One of the biggest obstacles to kick-starting the alternative-energy industries is cash. Funding pays for research and development of new and more efficient products, which makes the industries more cost competitive with traditional power sources. Without the money, it’s a proverbial Catch-22. No one wants to pay for a product that is costly and uncompetitive, but without that initial investment, the products have a much harder time breaking through.
The solution is simple, and thankfully for the proponents of alternative-energy industries, holders of the purse strings in government and the private sector are prepared to pony up the needed funds.
In Florida, for example, millions of dollars have been set aside for investment in businesses helping to advance the use of alternative power. In September, a state-sponsored program announced investment opportunities for businesses involved in renewable-energy and energy-efficiency technology. Operating on an initial infusion of $36 million, the so-called Clean Energy Investment Program is now accepting applications from qualifying Florida businesses for investments in three primary areas.

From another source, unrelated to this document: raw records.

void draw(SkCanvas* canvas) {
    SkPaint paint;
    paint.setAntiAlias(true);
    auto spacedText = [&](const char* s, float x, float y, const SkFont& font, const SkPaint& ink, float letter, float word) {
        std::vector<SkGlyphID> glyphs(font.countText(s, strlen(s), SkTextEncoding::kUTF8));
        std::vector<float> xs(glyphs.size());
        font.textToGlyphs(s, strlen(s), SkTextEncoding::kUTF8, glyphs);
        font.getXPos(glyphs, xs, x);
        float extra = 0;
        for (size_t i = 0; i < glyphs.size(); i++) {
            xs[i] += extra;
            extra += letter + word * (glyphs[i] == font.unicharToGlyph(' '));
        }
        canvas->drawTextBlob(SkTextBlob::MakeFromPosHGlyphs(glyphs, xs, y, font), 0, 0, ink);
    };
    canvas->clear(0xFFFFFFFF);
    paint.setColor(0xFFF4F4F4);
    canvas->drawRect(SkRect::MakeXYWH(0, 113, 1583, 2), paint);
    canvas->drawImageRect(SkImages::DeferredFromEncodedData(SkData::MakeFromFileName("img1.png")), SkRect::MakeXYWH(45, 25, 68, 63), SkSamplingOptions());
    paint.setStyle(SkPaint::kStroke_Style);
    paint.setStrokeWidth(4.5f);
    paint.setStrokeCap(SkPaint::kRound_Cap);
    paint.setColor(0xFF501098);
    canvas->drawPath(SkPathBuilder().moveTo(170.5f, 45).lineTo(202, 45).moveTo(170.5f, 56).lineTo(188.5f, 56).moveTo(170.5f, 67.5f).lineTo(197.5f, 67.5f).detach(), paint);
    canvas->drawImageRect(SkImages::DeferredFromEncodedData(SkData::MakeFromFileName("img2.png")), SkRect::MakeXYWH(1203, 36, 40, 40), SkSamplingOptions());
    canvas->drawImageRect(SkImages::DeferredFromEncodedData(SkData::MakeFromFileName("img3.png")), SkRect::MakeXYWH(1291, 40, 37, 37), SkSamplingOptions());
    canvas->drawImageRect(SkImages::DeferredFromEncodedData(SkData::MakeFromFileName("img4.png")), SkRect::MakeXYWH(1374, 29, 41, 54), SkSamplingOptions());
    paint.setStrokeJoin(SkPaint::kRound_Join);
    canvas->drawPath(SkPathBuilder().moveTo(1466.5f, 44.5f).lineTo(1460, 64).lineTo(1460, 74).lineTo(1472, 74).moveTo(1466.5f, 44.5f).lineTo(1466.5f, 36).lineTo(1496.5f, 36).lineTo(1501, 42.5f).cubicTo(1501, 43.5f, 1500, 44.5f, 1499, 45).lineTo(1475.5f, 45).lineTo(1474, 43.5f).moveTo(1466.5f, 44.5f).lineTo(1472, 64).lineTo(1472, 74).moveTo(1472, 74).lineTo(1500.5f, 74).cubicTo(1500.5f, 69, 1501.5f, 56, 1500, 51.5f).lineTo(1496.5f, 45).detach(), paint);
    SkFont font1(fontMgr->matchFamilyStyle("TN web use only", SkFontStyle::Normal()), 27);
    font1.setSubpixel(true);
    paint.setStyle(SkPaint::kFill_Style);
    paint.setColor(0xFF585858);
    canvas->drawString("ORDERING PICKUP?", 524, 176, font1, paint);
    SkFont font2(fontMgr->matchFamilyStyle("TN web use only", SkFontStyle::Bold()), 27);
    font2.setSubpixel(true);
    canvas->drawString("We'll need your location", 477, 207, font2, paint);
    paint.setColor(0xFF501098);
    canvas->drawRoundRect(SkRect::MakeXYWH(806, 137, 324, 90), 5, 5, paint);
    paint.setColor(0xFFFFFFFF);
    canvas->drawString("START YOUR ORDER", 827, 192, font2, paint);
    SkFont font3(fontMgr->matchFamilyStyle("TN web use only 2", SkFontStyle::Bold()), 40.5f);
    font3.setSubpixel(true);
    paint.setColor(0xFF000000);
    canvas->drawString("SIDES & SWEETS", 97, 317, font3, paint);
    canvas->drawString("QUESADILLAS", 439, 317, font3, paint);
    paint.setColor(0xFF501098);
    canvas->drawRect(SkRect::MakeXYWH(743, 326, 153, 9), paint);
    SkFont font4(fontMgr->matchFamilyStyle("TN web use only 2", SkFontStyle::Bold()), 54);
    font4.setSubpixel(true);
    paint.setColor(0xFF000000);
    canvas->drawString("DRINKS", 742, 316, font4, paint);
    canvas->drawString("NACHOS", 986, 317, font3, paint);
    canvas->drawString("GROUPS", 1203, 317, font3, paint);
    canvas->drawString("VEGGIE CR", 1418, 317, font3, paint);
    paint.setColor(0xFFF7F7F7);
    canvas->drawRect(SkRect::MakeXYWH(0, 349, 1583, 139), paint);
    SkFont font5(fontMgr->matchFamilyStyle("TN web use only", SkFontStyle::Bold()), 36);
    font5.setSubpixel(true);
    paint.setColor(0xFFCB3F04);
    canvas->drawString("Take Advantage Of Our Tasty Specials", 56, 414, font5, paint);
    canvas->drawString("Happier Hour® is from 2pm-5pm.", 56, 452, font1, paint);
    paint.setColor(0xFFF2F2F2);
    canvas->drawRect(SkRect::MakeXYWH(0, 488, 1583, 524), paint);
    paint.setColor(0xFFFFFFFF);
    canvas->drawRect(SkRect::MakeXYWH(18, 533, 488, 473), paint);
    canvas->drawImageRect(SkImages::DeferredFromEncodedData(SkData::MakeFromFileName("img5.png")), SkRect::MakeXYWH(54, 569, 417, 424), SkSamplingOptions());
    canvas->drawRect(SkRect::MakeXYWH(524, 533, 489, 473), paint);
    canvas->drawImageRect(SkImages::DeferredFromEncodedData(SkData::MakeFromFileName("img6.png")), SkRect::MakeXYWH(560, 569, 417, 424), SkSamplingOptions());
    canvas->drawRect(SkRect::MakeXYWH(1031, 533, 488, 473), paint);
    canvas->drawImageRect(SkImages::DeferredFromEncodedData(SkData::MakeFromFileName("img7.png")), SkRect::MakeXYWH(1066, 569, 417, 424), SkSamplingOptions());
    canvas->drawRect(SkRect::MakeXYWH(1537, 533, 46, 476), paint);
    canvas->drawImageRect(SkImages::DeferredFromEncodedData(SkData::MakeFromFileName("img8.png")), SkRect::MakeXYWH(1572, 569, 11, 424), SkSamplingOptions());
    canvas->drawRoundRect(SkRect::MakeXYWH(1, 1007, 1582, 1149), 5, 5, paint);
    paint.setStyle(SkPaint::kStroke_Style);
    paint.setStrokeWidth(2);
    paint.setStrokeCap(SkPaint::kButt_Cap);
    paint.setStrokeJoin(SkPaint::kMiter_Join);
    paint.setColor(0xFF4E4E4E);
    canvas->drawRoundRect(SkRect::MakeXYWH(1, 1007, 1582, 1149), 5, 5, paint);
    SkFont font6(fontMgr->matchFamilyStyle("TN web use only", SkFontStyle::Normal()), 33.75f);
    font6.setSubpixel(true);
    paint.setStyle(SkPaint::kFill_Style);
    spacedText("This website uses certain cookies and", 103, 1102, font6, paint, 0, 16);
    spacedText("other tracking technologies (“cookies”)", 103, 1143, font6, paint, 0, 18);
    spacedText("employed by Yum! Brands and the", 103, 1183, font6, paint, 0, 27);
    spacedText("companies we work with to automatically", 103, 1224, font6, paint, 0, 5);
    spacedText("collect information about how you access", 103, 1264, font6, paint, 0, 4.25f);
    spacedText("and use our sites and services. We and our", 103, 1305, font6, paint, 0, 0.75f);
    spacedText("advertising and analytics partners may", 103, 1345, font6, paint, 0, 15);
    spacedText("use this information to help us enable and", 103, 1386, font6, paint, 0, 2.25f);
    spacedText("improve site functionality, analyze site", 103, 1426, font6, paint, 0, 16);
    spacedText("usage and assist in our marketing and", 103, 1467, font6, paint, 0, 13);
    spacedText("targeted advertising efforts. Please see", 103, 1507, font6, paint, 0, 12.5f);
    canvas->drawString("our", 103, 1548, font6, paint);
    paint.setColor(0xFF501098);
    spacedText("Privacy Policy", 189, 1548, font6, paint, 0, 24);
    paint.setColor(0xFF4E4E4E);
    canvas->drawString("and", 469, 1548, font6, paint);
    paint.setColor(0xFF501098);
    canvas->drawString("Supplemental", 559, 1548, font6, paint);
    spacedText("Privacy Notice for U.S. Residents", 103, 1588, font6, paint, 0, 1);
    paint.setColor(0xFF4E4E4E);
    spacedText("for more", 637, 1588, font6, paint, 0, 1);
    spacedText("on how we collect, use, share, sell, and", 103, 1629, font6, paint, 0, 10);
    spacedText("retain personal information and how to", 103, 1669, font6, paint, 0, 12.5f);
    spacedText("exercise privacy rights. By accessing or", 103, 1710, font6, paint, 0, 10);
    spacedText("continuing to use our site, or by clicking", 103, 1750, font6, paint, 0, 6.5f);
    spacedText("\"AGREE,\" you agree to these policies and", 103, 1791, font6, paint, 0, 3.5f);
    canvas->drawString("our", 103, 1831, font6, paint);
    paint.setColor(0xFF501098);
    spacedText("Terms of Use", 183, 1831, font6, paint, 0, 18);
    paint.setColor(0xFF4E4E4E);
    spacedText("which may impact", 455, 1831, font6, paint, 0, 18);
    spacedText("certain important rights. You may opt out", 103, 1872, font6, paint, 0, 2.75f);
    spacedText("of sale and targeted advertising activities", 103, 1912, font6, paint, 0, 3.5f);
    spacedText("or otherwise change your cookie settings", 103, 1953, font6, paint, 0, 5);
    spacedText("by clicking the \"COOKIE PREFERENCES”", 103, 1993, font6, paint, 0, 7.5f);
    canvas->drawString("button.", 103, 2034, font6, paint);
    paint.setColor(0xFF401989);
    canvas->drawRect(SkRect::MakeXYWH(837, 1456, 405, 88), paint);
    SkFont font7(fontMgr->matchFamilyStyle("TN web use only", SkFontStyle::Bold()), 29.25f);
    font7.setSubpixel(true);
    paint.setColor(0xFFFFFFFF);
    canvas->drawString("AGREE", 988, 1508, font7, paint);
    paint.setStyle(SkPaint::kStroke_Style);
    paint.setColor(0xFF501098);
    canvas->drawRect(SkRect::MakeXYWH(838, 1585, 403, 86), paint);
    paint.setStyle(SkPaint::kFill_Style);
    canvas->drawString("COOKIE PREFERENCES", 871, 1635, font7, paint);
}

The first area covers facility and equipment improvements with energy-efficient and renewable-energy products. This includes upgrades, expansions, conversions or retrofits with renewable-energy or energy-efficient equipment or materials. The second area of investment focuses on the acquisition or demonstration of renewable--energy products, such as a business looking to acquire or upgrade a renewable-power system or a company seeking to demonstrate a new renewable--power or energy-efficient product. Third, businesses considering process improvements of existing production, manufacturing, assembly or distribution of operations to increase energy efficiency or reduce consumption will also be eligible for investments through the program.
The Florida Opportunity Fund, a state-sponsored effort, launched the Clean Energy Investment Program. The program received its initial funding from the Florida Energy and Climate Commission. The state also is looking to private investment to supplement those funds.